Türkiye emeklilerinin yaşadıkları mağduriyet, diğer ülkelerle karşılaştırmalarda da kendini gösteriyor. Nitekim, içinde Türkiye'nin de bulunduğu, toplam dünya nüfusunun yüzde 67’sini kapsayan 37 ülke için yapılan bir araştırmanın sonuç raporuna göre, 100 puan üzerinden yapılan değerlendirmede, "en iyi emeklilik" sıralamasında Hollanda aldığı 81 puanla birinci olurken, Türkiye 42.2 puanla sondan 3. durumda. Bu nedenle, raporda Türkiye’ye emekli maaşlarının artırılması uyarısı da yapılıyor. 

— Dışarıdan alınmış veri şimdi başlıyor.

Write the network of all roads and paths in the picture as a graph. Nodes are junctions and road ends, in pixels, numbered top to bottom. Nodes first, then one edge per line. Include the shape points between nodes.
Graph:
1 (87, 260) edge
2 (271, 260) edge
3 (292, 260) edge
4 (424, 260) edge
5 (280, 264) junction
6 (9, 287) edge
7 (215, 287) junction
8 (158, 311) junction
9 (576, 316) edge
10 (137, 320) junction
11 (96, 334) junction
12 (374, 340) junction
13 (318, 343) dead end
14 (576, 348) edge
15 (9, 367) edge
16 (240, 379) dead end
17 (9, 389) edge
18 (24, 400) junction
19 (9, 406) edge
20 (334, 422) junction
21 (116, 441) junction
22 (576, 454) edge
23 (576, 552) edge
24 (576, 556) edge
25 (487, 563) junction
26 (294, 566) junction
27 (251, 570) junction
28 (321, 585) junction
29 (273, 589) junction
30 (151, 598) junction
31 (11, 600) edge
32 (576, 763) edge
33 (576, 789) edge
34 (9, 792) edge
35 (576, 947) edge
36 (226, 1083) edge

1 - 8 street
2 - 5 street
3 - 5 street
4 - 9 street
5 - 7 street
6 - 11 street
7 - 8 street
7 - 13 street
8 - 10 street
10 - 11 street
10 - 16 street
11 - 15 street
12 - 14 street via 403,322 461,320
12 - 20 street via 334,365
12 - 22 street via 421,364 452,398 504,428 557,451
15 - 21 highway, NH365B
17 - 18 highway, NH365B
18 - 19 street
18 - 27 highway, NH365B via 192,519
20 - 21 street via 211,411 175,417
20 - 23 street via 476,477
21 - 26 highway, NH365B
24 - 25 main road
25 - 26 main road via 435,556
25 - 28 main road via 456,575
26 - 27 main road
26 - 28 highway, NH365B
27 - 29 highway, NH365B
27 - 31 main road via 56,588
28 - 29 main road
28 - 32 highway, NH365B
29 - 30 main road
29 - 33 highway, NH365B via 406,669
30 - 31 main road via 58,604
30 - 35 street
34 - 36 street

Elbette emeklilerin tek sorunu düşük aylık almaları değil. Zira ilerlemiş yaşlarından dolayı, bedenlerinde yılların yorgunluğunu taşıyan birçok emekli, kronik hastalıklarla boğuştuğu halde yeterli sağlık hizmeti alamıyor. Çünkü 5510 Sayılı SSGSS Kanunun yürürlüğe girmesinden sonra, sağlıkta birçok hizmet artık para karşılığı alınıyor. Halbuki, sağlık hizmetleri yaşlı bireylerin gereksinim duyduğu hizmetlerin başında geliyor. Sağlık hizmetleri; koruyucu, tedavi edici, rehabilite edici hizmetler bütününü sunmalıdır. Gerekli durumlarda evde bakım hizmetlerinin ulaştırılması da önemlidir. Özellikle engelli olan yaşlı bireyler için kurumsal bakım olanakları da ulaşılabilir olmalıdır.

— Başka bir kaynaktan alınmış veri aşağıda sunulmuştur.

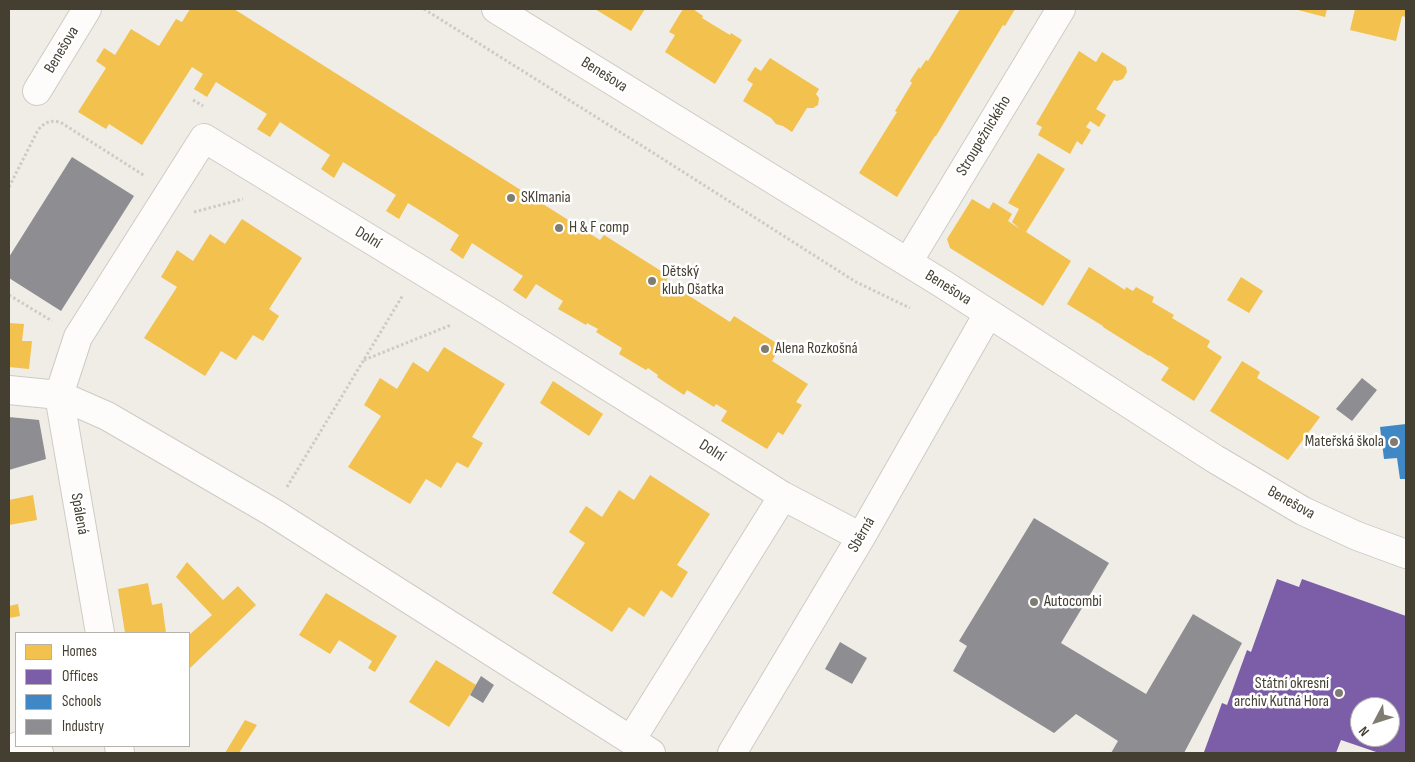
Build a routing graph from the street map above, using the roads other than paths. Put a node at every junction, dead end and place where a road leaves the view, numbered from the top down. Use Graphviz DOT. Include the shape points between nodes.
graph roads {
  1 [pos="88,9"];
  2 [pos="496,9"];
  3 [pos="1061,9"];
  4 [pos="37,91"];
  5 [pos="908,262"];
  6 [pos="988,314"];
  7 [pos="9,390"];
  8 [pos="59,394"];
  9 [pos="783,496"];
  10 [pos="861,537"];
  11 [pos="1406,554"];
  12 [pos="100,632"];
  13 [pos="641,746"];
  14 [pos="22,747"];
  15 [pos="39,753"];
  16 [pos="732,753"];
  1 -- 4 [label="street, Benešova"];
  2 -- 5 [label="street, Benešova"];
  3 -- 5 [label="street, Stroupežnického"];
  5 -- 6 [label="street, Benešova"];
  6 -- 10 [label="street, Sběrná"];
  6 -- 11 [label="street, Benešova" via="1215,459 1303,511"];
  7 -- 8 [label="street"];
  8 -- 9 [label="street, Dolní" via="78,337 204,138"];
  8 -- 12 [label="street, Spálená"];
  8 -- 13 [label="street" via="107,416 272,512"];
  9 -- 10 [label="street, Dolní"];
  9 -- 13 [label="street"];
  10 -- 16 [label="street, Sběrná"];
  14 -- 15 [label="street"];
}
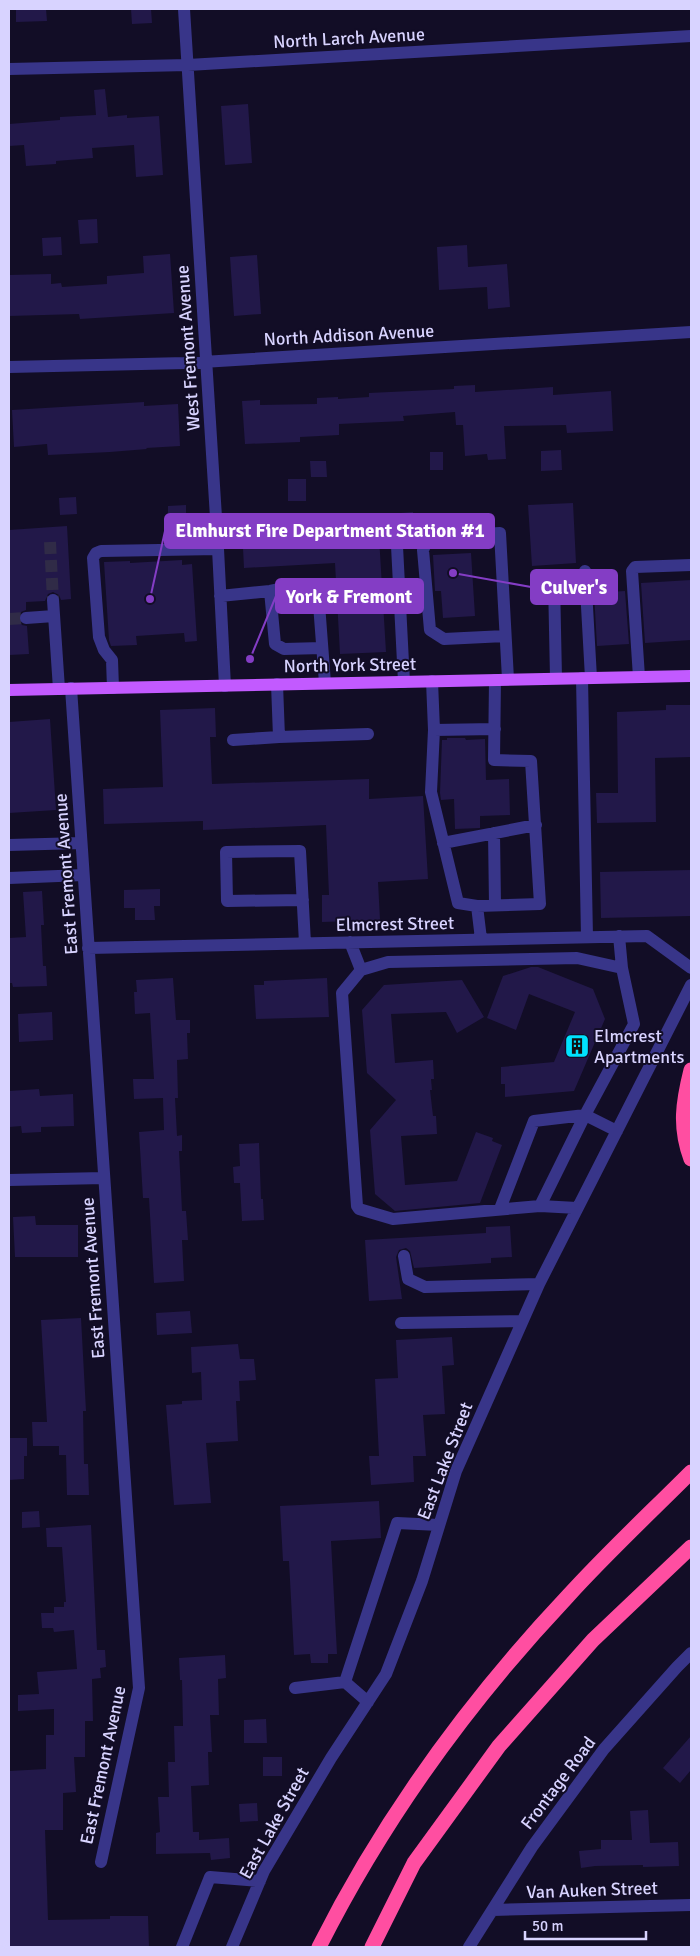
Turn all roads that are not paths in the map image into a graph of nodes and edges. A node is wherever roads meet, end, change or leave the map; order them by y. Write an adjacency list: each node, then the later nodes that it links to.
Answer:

Yaşları itibariyle bedenleri yıpranmış, kemik ve kas hastalıklarından dolayı hareket etme yetenekleri kısıtlılanmış yaşlı bireylerin, yaşamlarını kolaylaştırmak, onların günlük hayatlarını idame ettikleri iç ve dış mekanların mimari yapısının uygunluğu ile de yakından ilgilidir. Bunun yanı sıra yaşlı insanların onurlu ve mutlu bireyler olarak yaşlanmaları için, sosyal aktivitelere katılımları ile bilgi ve deneyimlerini aktarma olanaklarına sahip olmaları da önemlidir.

2002 yılında yaşlı hakları için toplanan, Birleşmiş Milletler Yaşlılık Asamblesi, toplantısının sonuç bilgesinde, "Unutulmamalıdır ki, her yaşlı birey, toplum içinde aktif olma ve aktif yaşlanma şansına sahip olmalıdır." denmekteydi. Bu önemli hak tespitinden hareketle, her devletin genel ve yerel yönetimlerinin, yaşlı bireylerin onurlu ve mutlu insanlar olarak yaşlanmalarını sağlayacak tedbirleri almaları ve gerekli teşkilatı kurmaları kaçınılmaz görevleridir. 

Ne yazık ki, bir emeklilik / yaşlılık politikası ve uygun mevzuat düzenlemesi bulunmayan Türkiye'de, milyonlarca yaşlı, kendi kaderine terk edilmiş ve kenara itilmiş bir şekilde yaşamaya çalışıyor. Pandemi sürecinde emeklilerin 65 yaş ve üstü olanlarını koruyacak tedbirleri alamayan devlet, evlerine kapattığı bu insanların, kronik hastalıkların yanı sıra bir de psikolojik sıkıntılar yaşamalarına yol açtı. O zaman yapılması gereken, devletin, Anayasanın 2. Maddesi'ndeki Sosyal Devlet ilkesine uygun tüm ekonomik ve sosyal tedbirleri bir an önce hayata geçirmesidir.